We adapt the testing and training phases for patients with limited walking capacity (i.e., those able to walk less than 200 m) to accommodate their reduced exercise tolerance. These modified protocols are carried out in a seated position, thereby eliminating weight-bearing stress. If the iliac artery is affected, the patient performs knee extensions using only the leg's weight as resistance. When the femoral artery is impaired, the patient repeatedly performs ankle movements, simulating toe-walking. These adaptations allow the exercise programme to be tailored to each patient’s functional capacity, ensuring that training remains both safe and effective, even for individuals with significantly reduced mobility. 
The training 
In interval training, the high-intensity phase means the patient must perform the exercises at 90% of the ischaemic threshold. In interval training, the low-intensity 'rest' phase is tailored to the patient's needs and condition. It can be complete rest or gentle activities involving different muscle groups. This phase aids recovery while maintaining some level of activity, depending on the patient's fitness and exercise program goals.  
The low-intensity phase of interval training can include exercises suited to co-morbidities or aimed at preventive care, such as improving posture and range of motion. Incorporating breathing exercises during these phases is crucial for enhancing arterial blood oxygenation, which is essential for health and adequate exercise. To maintain patient motivation, this stage can feature a variety of exercises, providing a change of pace from the high-intensity phase's repetitiveness. Additionally, the duration of rest periods should match or exceed that of the high-intensity intervals for adequate recovery.  
After completing four cycles or sets, a more extended rest may be needed. The total duration of the training session, including warm-up and cool-down, should be at least 40 minutes. It is important to recognise that in a training session, particularly one involving repeated movements at 90% of the ischemic threshold, the number of repetitions in the intensive phases might need to be reduced over time. As muscles become increasingly fatigued, pain may occur earlier than it did at the start of the session, necessitating adjustments to the exercise regimen for safety and to prevent overexertion. In interval training, rest periods may not always allow for complete restoration of circulation, leading to an earlier onset of oxygen deprivation during subsequent high-intensity phases. 
As the patient’s rehabilitation advances, interval training can expand to incorporate various activities such as gait training, cycling, or elliptical training. It is crucial to carefully monitor the intensity of these exercises to prevent muscle pain. An indicator of a patient's improvement in interval training is their ability to increase the duration of the active, or loaded, intervals in the training.
What is the impact of training on collateral circulation?
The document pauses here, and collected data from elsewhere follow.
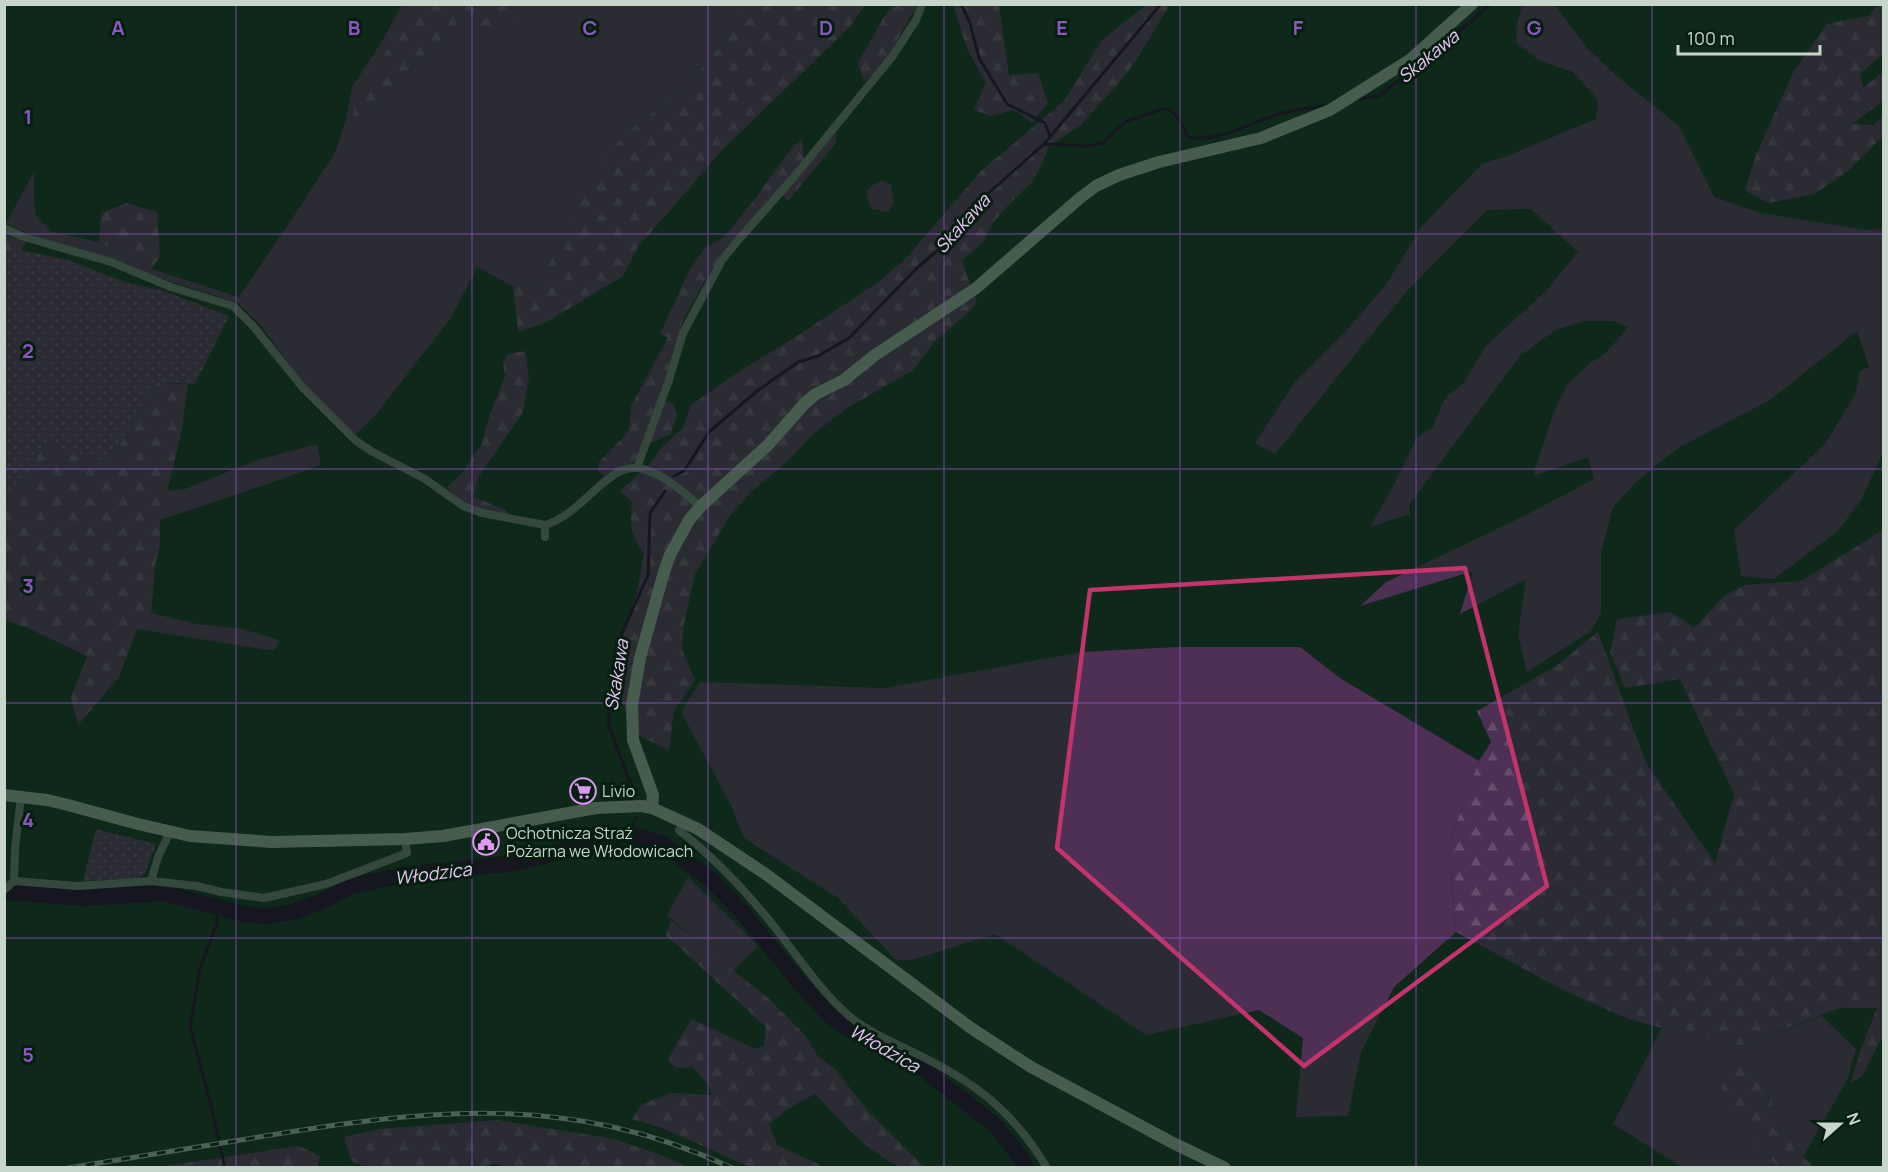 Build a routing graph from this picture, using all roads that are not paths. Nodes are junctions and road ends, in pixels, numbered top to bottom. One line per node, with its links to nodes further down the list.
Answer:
1 (922, 4): 4 (street)
2 (1472, 4): 5 (street)
3 (4, 228): 6 (street)
4 (638, 468): 5 (street); 6 (street)
5 (700, 507): 10 (street)
6 (545, 525): 7 (street)
7 (545, 537)
8 (4, 795): 9 (street)
9 (21, 796): 12 (street); 16 (street)
10 (652, 808): 11 (street); 14 (street)
11 (681, 826): 13 (street); 17 (street); 18 (street)
12 (170, 832): 14 (street); 15 (street)
13 (672, 838)
14 (405, 839): 15 (street)
15 (151, 880): 16 (street)
16 (9, 886)
17 (1047, 1167)
18 (1225, 1167) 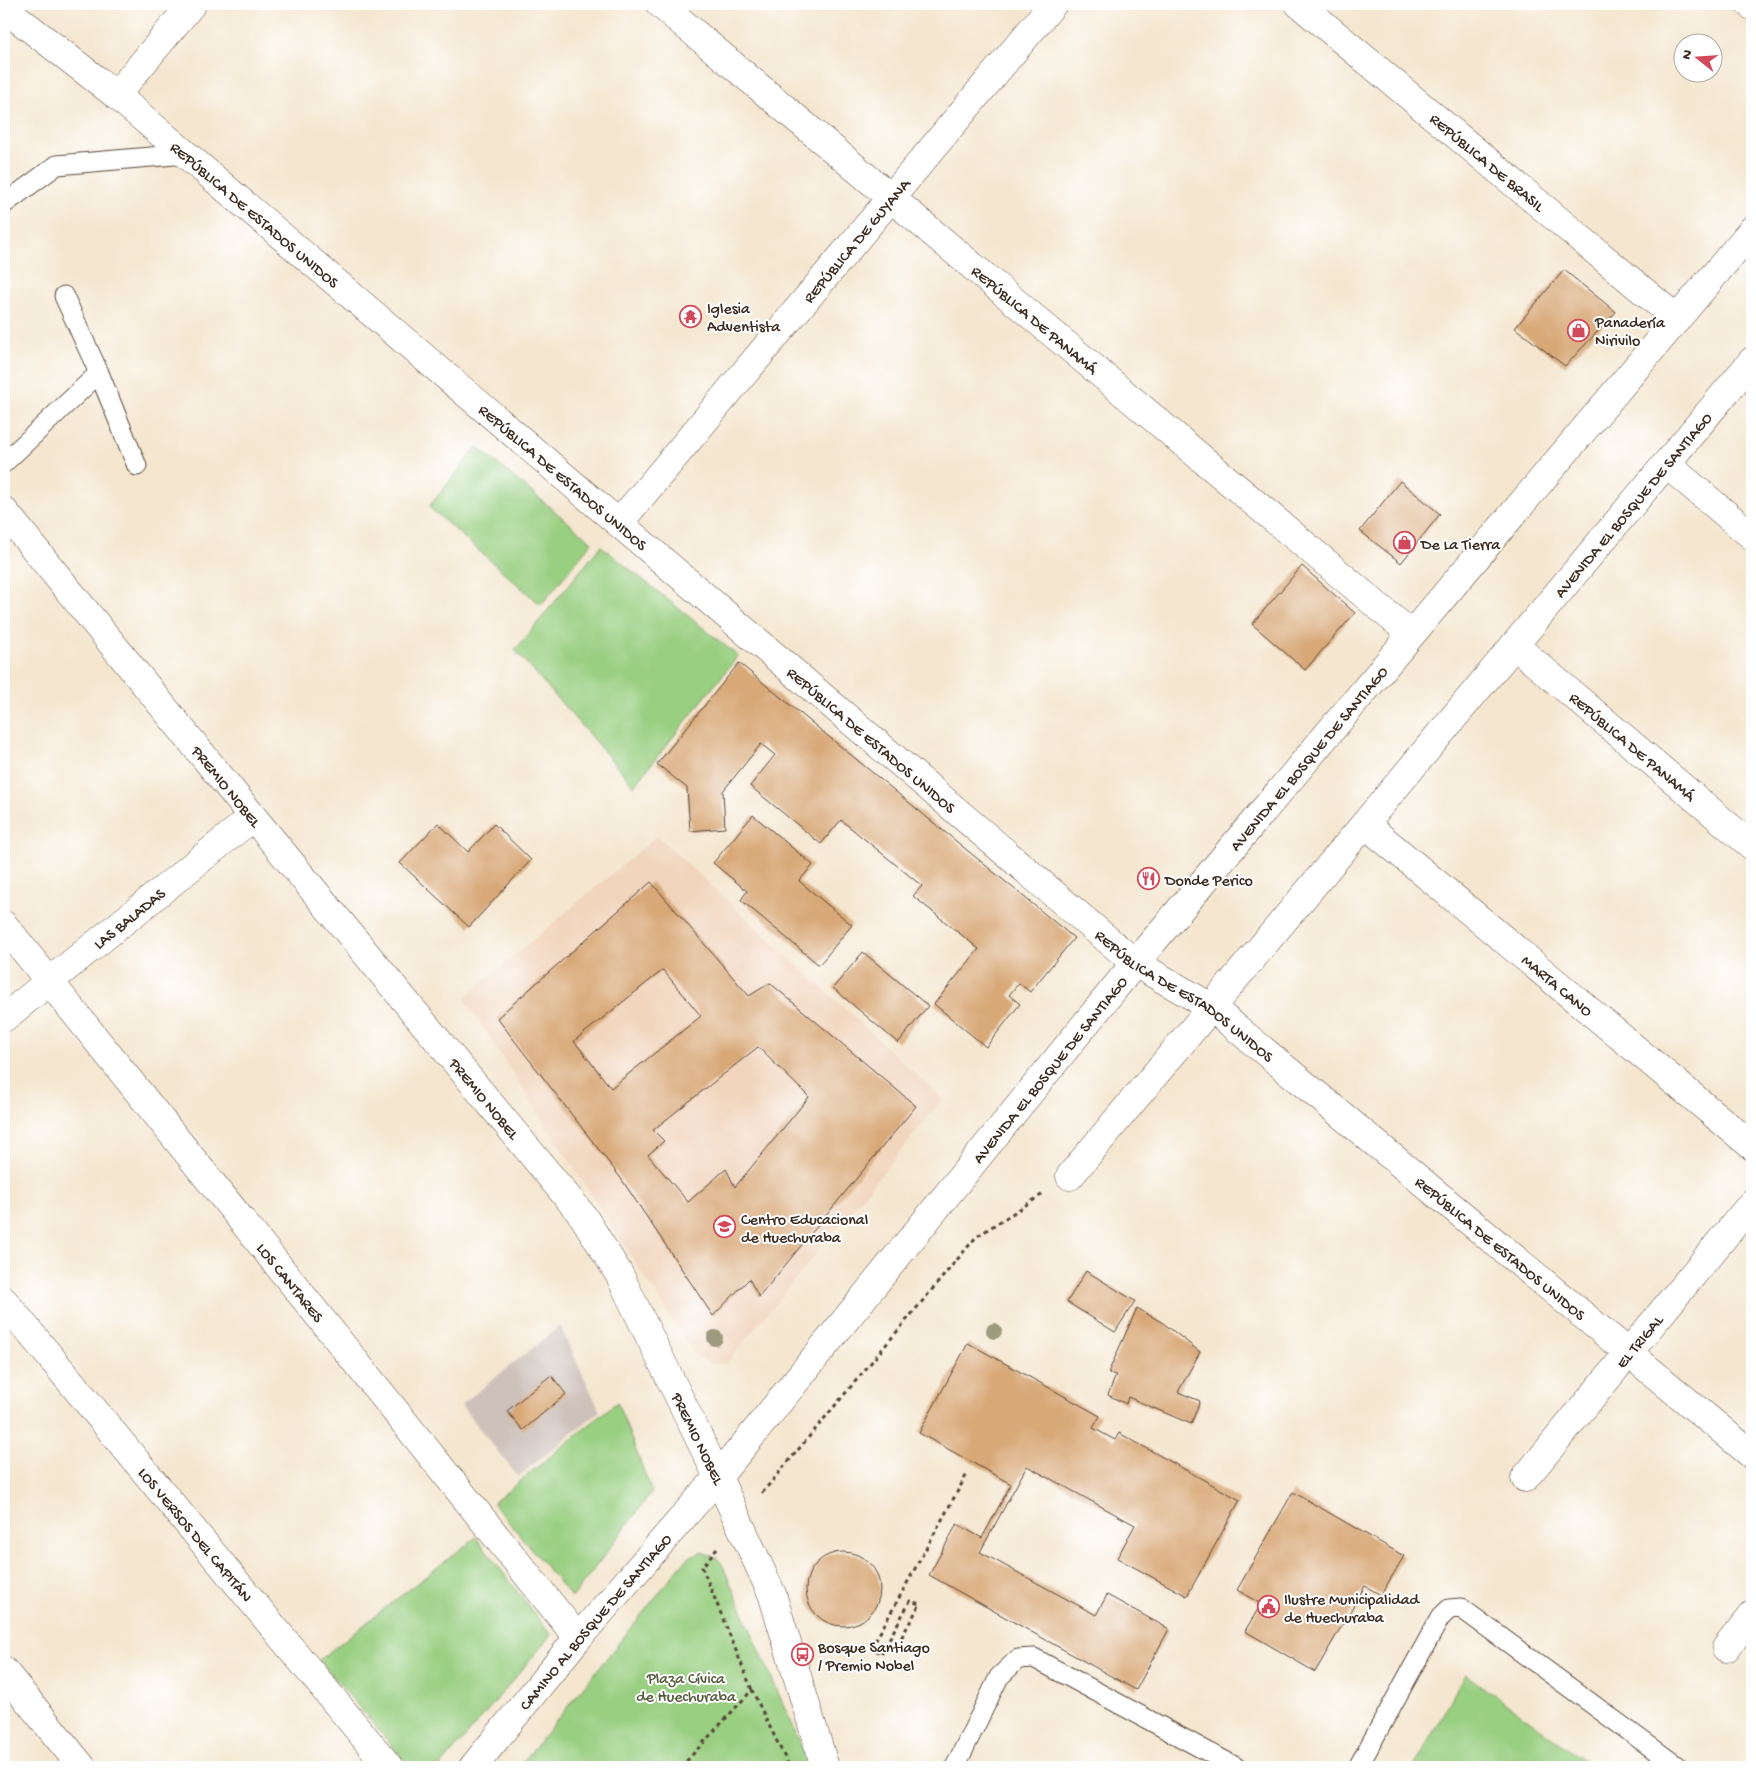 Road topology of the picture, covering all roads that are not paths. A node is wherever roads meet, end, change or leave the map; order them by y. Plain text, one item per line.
1 (192, 4) edge
2 (660, 4) edge
3 (1053, 4) edge
4 (1299, 4) edge
5 (4, 8) edge
6 (116, 95) junction
7 (186, 154) junction
8 (891, 198) junction
9 (4, 204) edge
10 (1752, 230) edge
11 (64, 296) dead end
12 (1677, 319) junction
13 (1752, 361) edge
14 (100, 373) junction
15 (4, 463) edge
16 (1666, 464) junction
17 (137, 466) dead end
18 (4, 511) edge
19 (619, 523) junction
20 (1752, 536) edge
21 (1411, 634) junction
22 (1514, 646) junction
23 (253, 816) junction
24 (1365, 824) junction
25 (1752, 846) edge
26 (4, 925) edge
27 (1136, 963) junction
28 (49, 982) junction
29 (1211, 1007) junction
30 (4, 1018) edge
31 (1752, 1146) edge
32 (1070, 1176) road end
33 (1752, 1203) edge
34 (4, 1301) edge
35 (1628, 1353) junction
36 (1752, 1456) edge
37 (718, 1477) junction
38 (1524, 1478) dead end
39 (1752, 1615) edge
40 (578, 1638) junction
41 (1726, 1648) dead end
42 (4, 1671) edge
43 (82, 1767) edge
44 (389, 1767) edge
45 (473, 1767) edge
46 (826, 1767) edge
47 (955, 1767) edge
48 (1236, 1767) edge
49 (1358, 1767) edge
50 (1678, 1767) edge

1 - 6 street
2 - 8 street, REPÚBLICA DE PANAMÁ
3 - 8 street, REPÚBLICA DE GUYANA
4 - 12 street, REPÚBLICA DE BRASIL
5 - 6 street, REPÚBLICA DE ESTADOS UNIDOS
6 - 7 street, REPÚBLICA DE ESTADOS UNIDOS
7 - 9 lane
7 - 19 street, REPÚBLICA DE ESTADOS UNIDOS
8 - 19 street, REPÚBLICA DE GUYANA
8 - 21 street, REPÚBLICA DE PANAMÁ
10 - 12 street, AVENIDA EL BOSQUE DE SANTIAGO
11 - 14 lane
12 - 21 street, AVENIDA EL BOSQUE DE SANTIAGO
13 - 16 street, AVENIDA EL BOSQUE DE SANTIAGO
14 - 15 lane
14 - 17 lane
16 - 20 street
16 - 22 street, AVENIDA EL BOSQUE DE SANTIAGO
18 - 23 street, PREMIO NOBEL
19 - 27 street, REPÚBLICA DE ESTADOS UNIDOS
21 - 27 street, AVENIDA EL BOSQUE DE SANTIAGO
22 - 24 street, AVENIDA EL BOSQUE DE SANTIAGO
22 - 25 street, REPÚBLICA DE PANAMÁ
23 - 28 street, LAS BALADAS
23 - 37 street, PREMIO NOBEL
24 - 29 street, AVENIDA EL BOSQUE DE SANTIAGO
24 - 31 street, MARTA CANO
26 - 28 street, LOS CANTARES
27 - 29 street, REPÚBLICA DE ESTADOS UNIDOS
27 - 37 street, AVENIDA EL BOSQUE DE SANTIAGO
28 - 30 street, LAS BALADAS
28 - 40 street, LOS CANTARES
29 - 32 street, AVENIDA EL BOSQUE DE SANTIAGO
29 - 35 street, REPÚBLICA DE ESTADOS UNIDOS
33 - 35 street, EL TRIGAL
34 - 44 street, LOS VERSOS DEL CAPITÁN
35 - 36 street, REPÚBLICA DE ESTADOS UNIDOS
35 - 38 street, EL TRIGAL
37 - 40 street, CAMINO AL BOSQUE DE SANTIAGO
37 - 46 street, PREMIO NOBEL
39 - 41 street
40 - 45 street, CAMINO AL BOSQUE DE SANTIAGO
42 - 43 street
47 - 48 lane
49 - 50 lane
Continuous, repetitive movements without rest lead to local anaerobic muscle work, particularly when arterial inflow is weakened by stenosis. The reduced blood flow in the arteries below the narrowed area is insufficient to meet the muscles' oxygen and nutrient demands. Additionally, muscle contractions during these movements can externally compress the arteries, further diminishing their blood supply. When muscles are engaged in physical activity or exercise, they require more oxygen to support their increased energy demands. When the oxygen supply is inadequate, these muscles are forced to produce anaerobic energy, leading to the accumulation of lactic acid and other acidic metabolites. This build-up occurs because anaerobic metabolism is less efficient at clearing these byproducts than aerobic metabolism, which relies on ample oxygen supply. Muscle acidity (associated with lactic acid buildup) has a vasodilatory effect, dilating collateral vessels and improving blood flow to the muscles. During the resting phase, the release of muscle tension no longer compresses the muscular arteries, allowing them to dilate. Combined with the vasodilatory effect of muscle acidity, this reduces pressure in the distal area to the stenosis (the affected muscle). As a result, the arterial pressure difference between the arteries above and below the stenosis increases, thereby improving arterial blood inflow.  
Stage III:
Rest pain or on minimal exertion. Also, the pain felt at night is frequent.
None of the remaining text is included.